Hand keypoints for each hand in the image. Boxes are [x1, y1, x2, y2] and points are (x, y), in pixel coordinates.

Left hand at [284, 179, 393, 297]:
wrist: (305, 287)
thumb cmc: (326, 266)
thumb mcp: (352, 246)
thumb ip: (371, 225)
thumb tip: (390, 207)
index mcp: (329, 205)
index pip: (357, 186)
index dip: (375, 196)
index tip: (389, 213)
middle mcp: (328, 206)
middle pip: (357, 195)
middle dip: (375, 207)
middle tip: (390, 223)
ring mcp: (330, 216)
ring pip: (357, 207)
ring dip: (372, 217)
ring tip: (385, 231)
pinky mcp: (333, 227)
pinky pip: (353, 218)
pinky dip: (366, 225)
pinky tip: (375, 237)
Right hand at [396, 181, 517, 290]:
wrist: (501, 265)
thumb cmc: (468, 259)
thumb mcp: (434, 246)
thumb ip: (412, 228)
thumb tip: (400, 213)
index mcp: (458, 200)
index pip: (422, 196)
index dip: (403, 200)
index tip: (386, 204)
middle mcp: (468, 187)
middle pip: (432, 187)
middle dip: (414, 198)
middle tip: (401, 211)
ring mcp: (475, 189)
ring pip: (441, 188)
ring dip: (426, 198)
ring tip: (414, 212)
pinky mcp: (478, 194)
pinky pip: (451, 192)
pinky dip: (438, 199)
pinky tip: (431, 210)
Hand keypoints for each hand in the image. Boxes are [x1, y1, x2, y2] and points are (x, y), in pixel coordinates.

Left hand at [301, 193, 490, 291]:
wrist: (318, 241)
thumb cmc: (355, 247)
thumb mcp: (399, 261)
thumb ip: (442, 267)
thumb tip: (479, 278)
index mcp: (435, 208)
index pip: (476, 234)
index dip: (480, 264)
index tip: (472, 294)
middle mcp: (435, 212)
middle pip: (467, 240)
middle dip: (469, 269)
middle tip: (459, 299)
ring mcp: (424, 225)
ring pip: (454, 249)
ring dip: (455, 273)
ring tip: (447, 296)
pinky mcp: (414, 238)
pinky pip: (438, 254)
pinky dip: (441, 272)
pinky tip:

----------

Task brief:
Print the listing above from its first line through the line with "middle pip: (357, 195)", and stop there.

Expected answer:
Hand keypoints for each hand in the image. Boxes are [x1, y1, x2, y2] and points are (x, y), in pixel coordinates.

Left hand at [284, 179, 393, 297]:
wrist: (305, 287)
thumb cmc: (326, 266)
thumb mcp: (352, 246)
thumb ip: (371, 225)
thumb tip: (390, 207)
index mcp: (329, 205)
index pip: (357, 186)
index dip: (375, 196)
index tip: (389, 213)
middle mcp: (328, 206)
middle pip: (357, 195)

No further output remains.